ERC Synergy Grant for MPIB Director Wolfgang Baumeister
Communication processes between plant cells - Wolfgang Baumeister receives ERC Synergy Grant together with colleagues from Düsseldorf and Hohenheim
The professors Wolfgang Baumeister from the Max Planck Institute of Biochemistry (MPIB) in Martinsried, Wolf B. Frommer and Rüdiger Simon from the Heinrich Heine University Düsseldorf (HHU) and Professor Waltraud Schulze from the University of Hohenheim are jointly funded by the European Research Council (ERC). The "SymPore" project is now being implemented with over 10 million euros. The mission of this Synergy project is to elucidate the structure and function of the puzzling cell-cell connections of plants, the so-called plasmodesmata.

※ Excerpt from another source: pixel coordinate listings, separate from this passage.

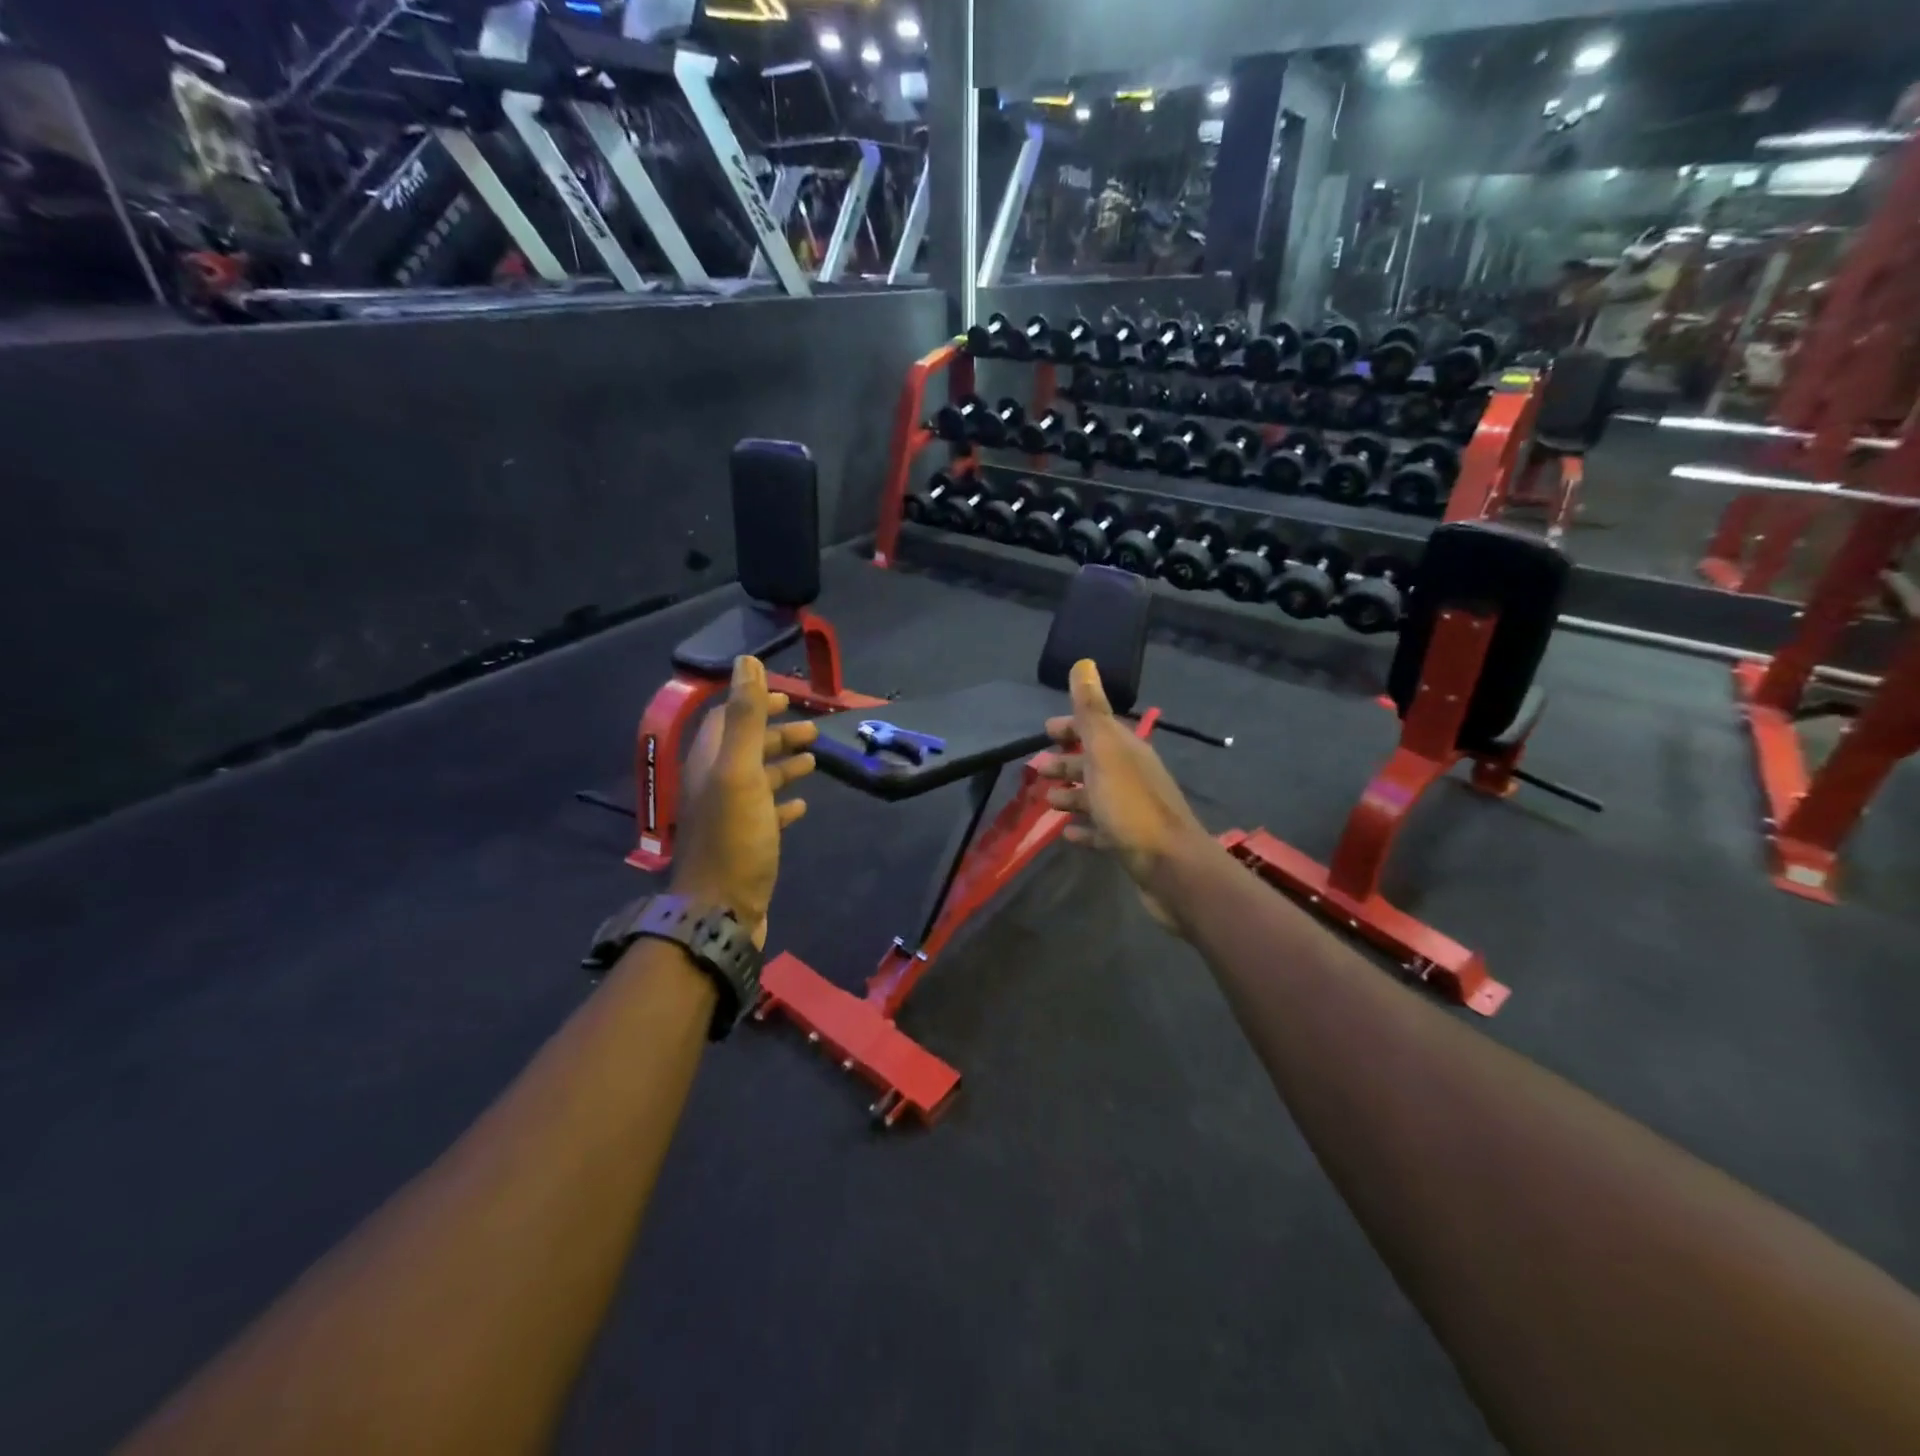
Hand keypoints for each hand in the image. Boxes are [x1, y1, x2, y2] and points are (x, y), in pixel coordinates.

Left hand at [671, 656, 817, 947]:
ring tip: (814, 759)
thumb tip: (745, 661)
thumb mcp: (740, 772)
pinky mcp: (745, 843)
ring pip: (758, 779)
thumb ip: (745, 717)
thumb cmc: (734, 839)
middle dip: (776, 733)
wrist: (720, 912)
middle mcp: (716, 785)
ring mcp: (730, 816)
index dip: (756, 703)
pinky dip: (783, 801)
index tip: (789, 696)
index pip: (729, 718)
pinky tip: (802, 803)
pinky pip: (766, 812)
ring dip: (783, 764)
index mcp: (710, 763)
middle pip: (746, 747)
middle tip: (811, 729)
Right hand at [1039, 659, 1208, 929]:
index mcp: (1126, 751)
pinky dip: (1083, 828)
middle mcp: (1131, 775)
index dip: (1071, 727)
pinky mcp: (1129, 842)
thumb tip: (1084, 663)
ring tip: (1046, 801)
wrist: (1170, 866)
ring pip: (1096, 795)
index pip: (1096, 728)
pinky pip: (1101, 829)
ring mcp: (1131, 810)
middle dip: (1066, 761)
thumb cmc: (1130, 805)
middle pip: (1094, 762)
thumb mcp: (1105, 752)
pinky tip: (1067, 833)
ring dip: (1071, 794)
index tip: (1045, 730)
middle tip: (1037, 768)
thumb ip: (1091, 711)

An organism consists of many differentiated cells, each of which has to perform different tasks. To do this, cells have to communicate with each other and exchange information. Only in this way they can coordinate their tasks for the benefit of the whole organism. In animals, this is partly done via protein complexes that form cell-connecting selective channels, so-called "gap junctions". In contrast, plasmodesmata in plants are much more complex: "Plasmodesmata are probably the most important and least studied organelles of a plant cell with immense significance for all aspects of the plant," says Wolf B. Frommer, head of the ERC project. "Plasmodesmata control both the exchange of nutrients and messenger nutrients, as well as the exchange of genetic information and even of proteins". Among other things, they prevent viral proteins or RNA from passing from one cell to the next.